What is needed:
Because only the text is wanted, repeat the records below exactly and omit the pictures.

Exercise inputs:
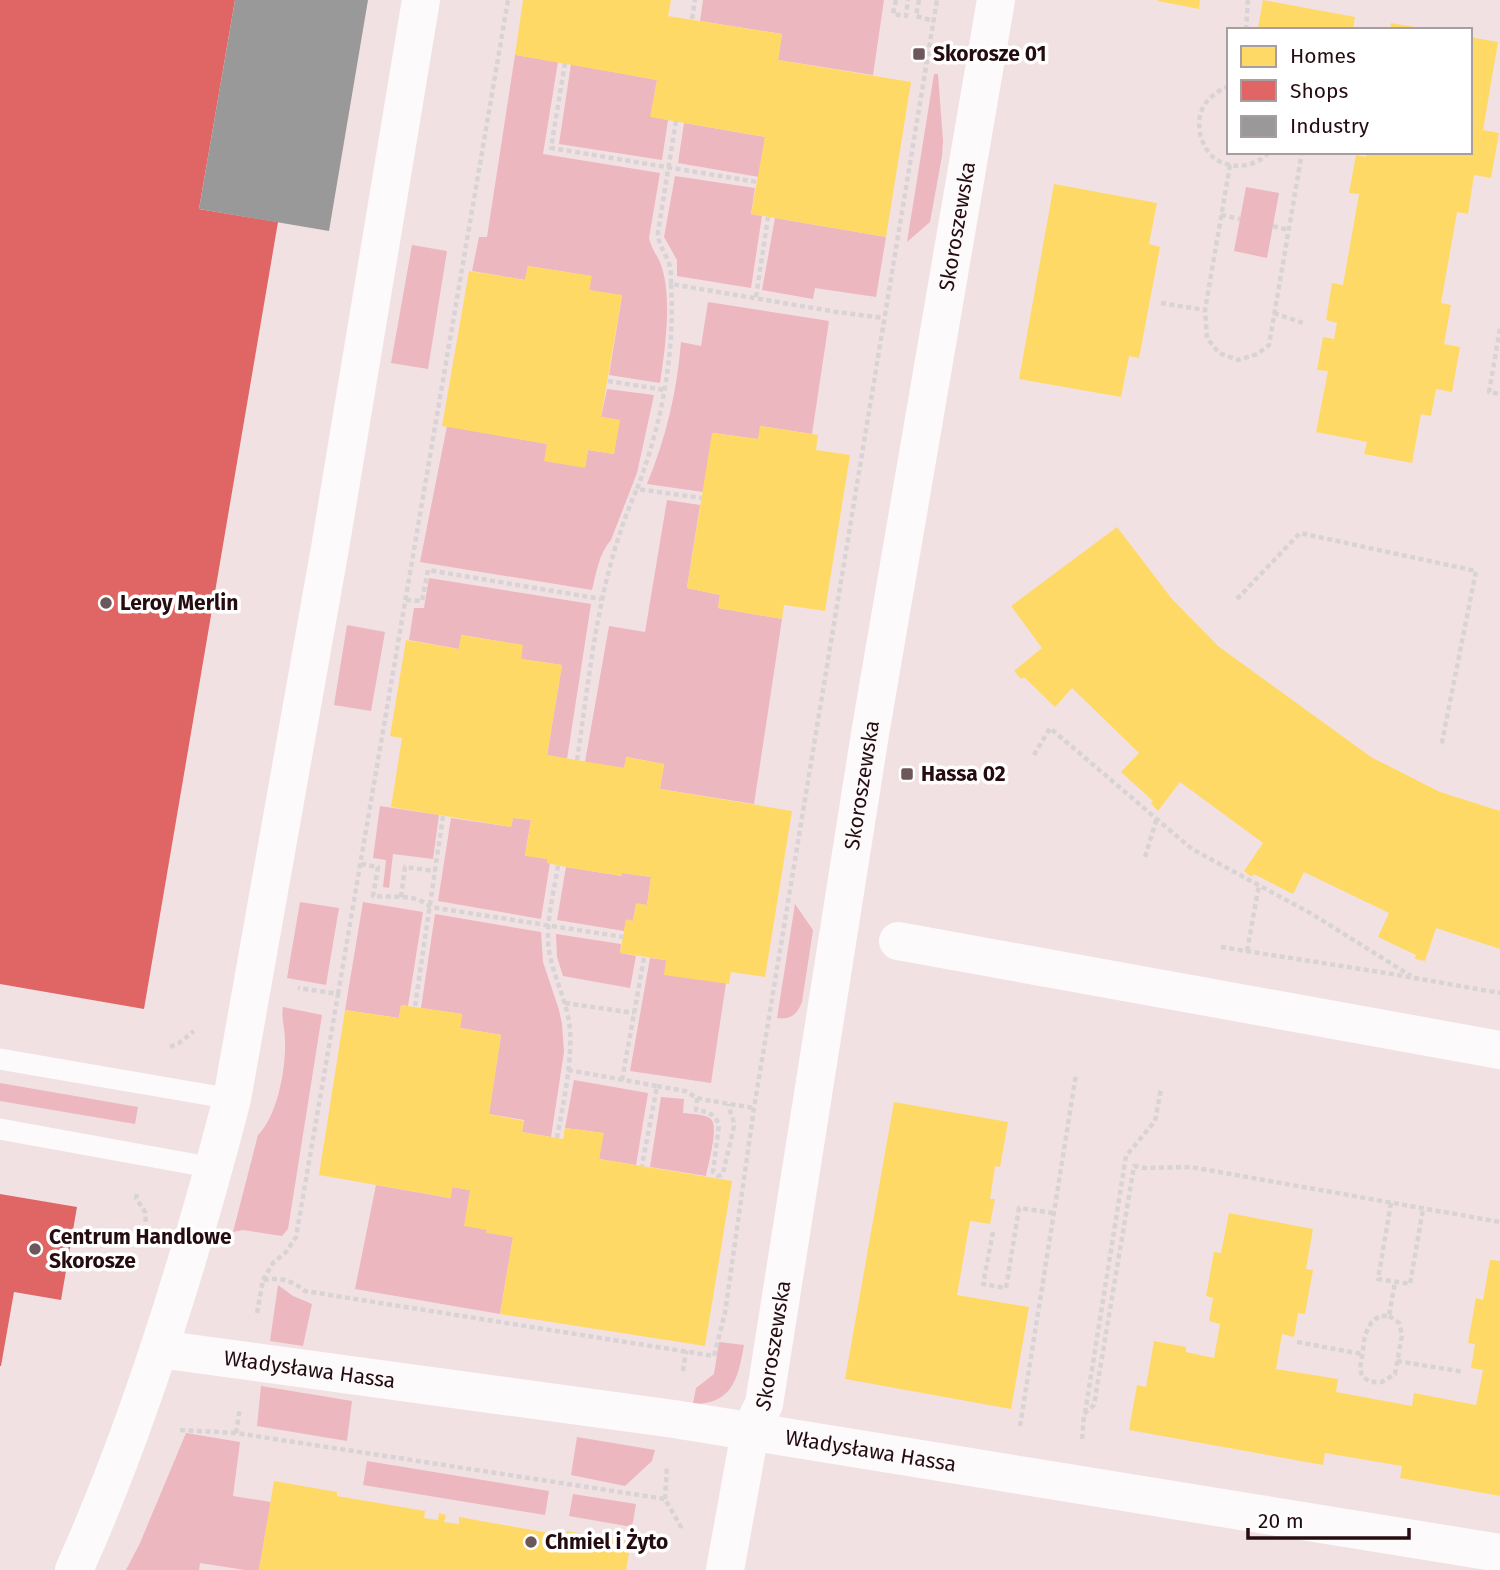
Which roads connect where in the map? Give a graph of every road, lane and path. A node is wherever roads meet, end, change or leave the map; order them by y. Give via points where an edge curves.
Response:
1 (421, 0) edge
2 (508, 0) edge
3 (695, 0) edge
4 (895, 0) edge
5 (908, 0) edge
6 (919, 0) edge
7 (937, 0) edge
8 (996, 0) edge
9 (1248, 0) edge
10 (692, 19) dead end
11 (934, 21) junction
12 (1246, 28) edge
13 (565, 63) dead end
14 (1227, 87) edge
15 (676, 121) dead end
16 (1268, 154) edge
17 (1302, 154) edge
18 (1230, 165) junction
19 (668, 167) junction
20 (757, 182) dead end
21 (1221, 215) junction
22 (768, 217) dead end
23 (1240, 219) dead end
24 (1273, 226) dead end
25 (1289, 230) junction
26 (671, 284) junction
27 (756, 298) junction
28 (1161, 303) dead end
29 (1205, 310) junction
30 (1274, 313) junction
31 (884, 318) junction
32 (1306, 324) dead end
33 (1500, 329) edge
34 (608, 381) dead end
35 (665, 390) junction
36 (1500, 394) edge
37 (637, 489) junction
38 (702, 498) dead end
39 (601, 599) junction
40 (1237, 599) dead end
41 (406, 600) junction
42 (1441, 747) dead end
43 (1034, 755) dead end
44 (576, 760) dead end
45 (443, 816) dead end
46 (1157, 818) junction
47 (1144, 857) dead end
48 (361, 864) junction
49 (558, 865) dead end
50 (435, 871) junction
51 (1259, 884) junction
52 (401, 897) junction
53 (430, 907) junction
54 (548, 926) junction
55 (623, 937) dead end
56 (898, 941) dead end
57 (1247, 951) dead end
58 (644, 958) dead end
59 (1415, 978) dead end
60 (254, 981) junction
61 (338, 994) junction
62 (565, 1003) junction
63 (415, 1006) dead end
64 (634, 1013) junction
65 (1500, 1050) edge
66 (0, 1059) edge
67 (568, 1070) junction
68 (1076, 1074) dead end
69 (622, 1080) junction
70 (657, 1086) junction
71 (1161, 1088) dead end
72 (697, 1098) junction
73 (232, 1099) junction
74 (729, 1104) junction
75 (754, 1108) junction
76 (0, 1129) edge
77 (557, 1138) dead end
78 (642, 1166) dead end
79 (214, 1168) junction
80 (1391, 1203) junction
81 (1423, 1209) junction
82 (1053, 1213) junction
83 (1500, 1223) edge
84 (993, 1232) dead end
85 (262, 1280) junction
86 (1395, 1282) junction
87 (1389, 1316) junction
88 (256, 1320) dead end
89 (1297, 1342) dead end
90 (159, 1349) junction
91 (1362, 1354) junction
92 (1397, 1361) junction
93 (1464, 1372) dead end
94 (1022, 1410) dead end
95 (1084, 1414) junction
96 (1083, 1422) dead end
97 (178, 1429) dead end
98 (750, 1432) junction
99 (668, 1457) dead end
100 (665, 1499) junction
101 (679, 1538) dead end
102 (1500, 1553) edge
103 (74, 1570) edge
104 (725, 1570) edge

1 - 60 street
2 - 41 path
3 - 10 path
4 - 5 path via 893,14 906,16
6 - 11 path via 916,16
7 - 11 path
8 - 98 street, Skoroszewska via 870,734 764,1404
9 - 12 path
11 - 31 path
13 - 19 path via 551,148
14 - 18 path via 1204,104 1198,123 1202,142 1213,157
15 - 19 path
16 - 18 path via 1250,165
17 - 25 path
18 - 21 path
19 - 20 path
19 - 26 path via 658,239
21 - 23 path
21 - 29 path
22 - 27 path
24 - 25 path
25 - 30 path
26 - 27 path
26 - 35 path via 672,333
27 - 31 path
28 - 29 path
29 - 30 path via 1207,338 1219,354 1238,360 1269,345
30 - 32 path
31 - 75 path
33 - 36 path via 1489,392
34 - 35 path
35 - 37 path
37 - 38 path
37 - 39 path via 612,554
39 - 41 path via 428,570 422,601
39 - 44 path
40 - 42 path via 1300,533 1476,571
41 - 48 path
43 - 46 path via 1050,728
45 - 50 path
46 - 47 path
46 - 51 path via 1192,849
48 - 52 path via 378,867 373,896
48 - 61 path
49 - 54 path
50 - 52 path via 405,867
50 - 53 path
51 - 57 path
51 - 59 path
52 - 53 path via 424,901
53 - 54 path
53 - 63 path
54 - 55 path
54 - 62 path via 554,976
56 - 65 street
58 - 64 path
60 - 61 path
60 - 73 street
61 - 85 path via 296,1237
62 - 64 path
62 - 67 path
64 - 69 path
66 - 73 lane
67 - 69 path
67 - 77 path
68 - 82 path
69 - 70 path
70 - 72 path
70 - 78 path
71 - 95 path via 1155,1121 1126,1156
72 - 74 path
72 - 74 path via 696,1110 712,1114 719,1125 713,1172 718,1175 723,1172 734,1126
73 - 79 street
74 - 75 path
75 - 85 path via 725,1313 714,1356 305,1291 285,1279
76 - 79 lane
79 - 90 street
80 - 81 path
80 - 86 path via 1377,1279
80 - 95 path via 1191,1167 1134,1166 1094,1405
81 - 83 path
81 - 86 path via 1410,1284
82 - 84 path via 1019,1208 1006,1288 983,1284
82 - 94 path
85 - 88 path
86 - 87 path
87 - 91 path via 1371,1322
87 - 92 path via 1399,1323 1402,1335
89 - 91 path
90 - 98 street, Władysława Hassa
90 - 103 street
91 - 92 path via 1360,1369 1370,1382 1382,1382 1395,1374
92 - 93 path
95 - 96 path
97 - 100 path via 236,1433
98 - 102 street, Władysława Hassa
98 - 104 street, Skoroszewska
99 - 100 path
100 - 101 path via 681,1527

Output:
Which roads connect where in the map? Give a graph of every road, lane and path. A node is wherever roads meet, end, change or leave the map; order them by y. Give via points where an edge curves.
Response:
1 (421, 0) edge
2 (508, 0) edge
3 (695, 0) edge
4 (895, 0) edge
5 (908, 0) edge
6 (919, 0) edge
7 (937, 0) edge
8 (996, 0) edge
9 (1248, 0) edge
10 (692, 19) dead end
11 (934, 21) junction
12 (1246, 28) edge
13 (565, 63) dead end
14 (1227, 87) edge
15 (676, 121) dead end
16 (1268, 154) edge
17 (1302, 154) edge
18 (1230, 165) junction
19 (668, 167) junction
20 (757, 182) dead end
21 (1221, 215) junction
22 (768, 217) dead end
23 (1240, 219) dead end
24 (1273, 226) dead end
25 (1289, 230) junction
26 (671, 284) junction
27 (756, 298) junction
28 (1161, 303) dead end
29 (1205, 310) junction
30 (1274, 313) junction
31 (884, 318) junction
32 (1306, 324) dead end
33 (1500, 329) edge
34 (608, 381) dead end
35 (665, 390) junction
36 (1500, 394) edge
37 (637, 489) junction
38 (702, 498) dead end
39 (601, 599) junction
40 (1237, 599) dead end
41 (406, 600) junction
42 (1441, 747) dead end
43 (1034, 755) dead end
44 (576, 760) dead end
45 (443, 816) dead end
46 (1157, 818) junction
47 (1144, 857) dead end
48 (361, 864) junction
49 (558, 865) dead end
50 (435, 871) junction
51 (1259, 884) junction
52 (401, 897) junction
53 (430, 907) junction
54 (548, 926) junction
55 (623, 937) dead end
56 (898, 941) dead end
57 (1247, 951) dead end
58 (644, 958) dead end
59 (1415, 978) dead end
60 (254, 981) junction
61 (338, 994) junction
62 (565, 1003) junction
63 (415, 1006) dead end
64 (634, 1013) junction
65 (1500, 1050) edge
66 (0, 1059) edge
67 (568, 1070) junction
68 (1076, 1074) dead end
69 (622, 1080) junction
70 (657, 1086) junction
71 (1161, 1088) dead end
72 (697, 1098) junction
73 (232, 1099) junction
74 (729, 1104) junction
75 (754, 1108) junction
76 (0, 1129) edge
77 (557, 1138) dead end
78 (642, 1166) dead end
79 (214, 1168) junction
80 (1391, 1203) junction
81 (1423, 1209) junction
82 (1053, 1213) junction
83 (1500, 1223) edge
84 (993, 1232) dead end
85 (262, 1280) junction
86 (1395, 1282) junction
87 (1389, 1316) junction
88 (256, 1320) dead end
89 (1297, 1342) dead end
90 (159, 1349) junction
91 (1362, 1354) junction
92 (1397, 1361) junction
93 (1464, 1372) dead end
94 (1022, 1410) dead end
95 (1084, 1414) junction
96 (1083, 1422) dead end
97 (178, 1429) dead end
98 (750, 1432) junction
99 (668, 1457) dead end
100 (665, 1499) junction
101 (679, 1538) dead end
102 (1500, 1553) edge
103 (74, 1570) edge
104 (725, 1570) edge

1 - 60 street
2 - 41 path
3 - 10 path
4 - 5 path via 893,14 906,16
6 - 11 path via 916,16
7 - 11 path
8 - 98 street, Skoroszewska via 870,734 764,1404
9 - 12 path
11 - 31 path
13 - 19 path via 551,148
14 - 18 path via 1204,104 1198,123 1202,142 1213,157
15 - 19 path
16 - 18 path via 1250,165
17 - 25 path
18 - 21 path
19 - 20 path
19 - 26 path via 658,239
21 - 23 path
21 - 29 path
22 - 27 path
24 - 25 path
25 - 30 path
26 - 27 path
26 - 35 path via 672,333
27 - 31 path
28 - 29 path
29 - 30 path via 1207,338 1219,354 1238,360 1269,345
30 - 32 path
31 - 75 path
33 - 36 path via 1489,392
34 - 35 path
35 - 37 path
37 - 38 path
37 - 39 path via 612,554
39 - 41 path via 428,570 422,601
39 - 44 path
40 - 42 path via 1300,533 1476,571
41 - 48 path
43 - 46 path via 1050,728
45 - 50 path
46 - 47 path
46 - 51 path via 1192,849
48 - 52 path via 378,867 373,896
48 - 61 path
49 - 54 path
50 - 52 path via 405,867
50 - 53 path
51 - 57 path
51 - 59 path
52 - 53 path via 424,901
53 - 54 path
53 - 63 path
54 - 55 path
54 - 62 path via 554,976
56 - 65 street
58 - 64 path
60 - 61 path
60 - 73 street
61 - 85 path via 296,1237
62 - 64 path
62 - 67 path
64 - 69 path
66 - 73 lane
67 - 69 path
67 - 77 path
68 - 82 path
69 - 70 path
70 - 72 path
70 - 78 path
71 - 95 path via 1155,1121 1126,1156
72 - 74 path
72 - 74 path via 696,1110 712,1114 719,1125 713,1172 718,1175 723,1172 734,1126
73 - 79 street
74 - 75 path
75 - 85 path via 725,1313 714,1356 305,1291 285,1279
76 - 79 lane
79 - 90 street
80 - 81 path
80 - 86 path via 1377,1279
80 - 95 path via 1191,1167 1134,1166 1094,1405
81 - 83 path
81 - 86 path via 1410,1284
82 - 84 path via 1019,1208 1006,1288 983,1284
82 - 94 path
85 - 88 path
86 - 87 path
87 - 91 path via 1371,1322
87 - 92 path via 1399,1323 1402,1335
89 - 91 path
90 - 98 street, Władysława Hassa
90 - 103 street
91 - 92 path via 1360,1369 1370,1382 1382,1382 1395,1374
92 - 93 path
95 - 96 path
97 - 100 path via 236,1433
98 - 102 street, Władysława Hassa
98 - 104 street, Skoroszewska
99 - 100 path
100 - 101 path via 681,1527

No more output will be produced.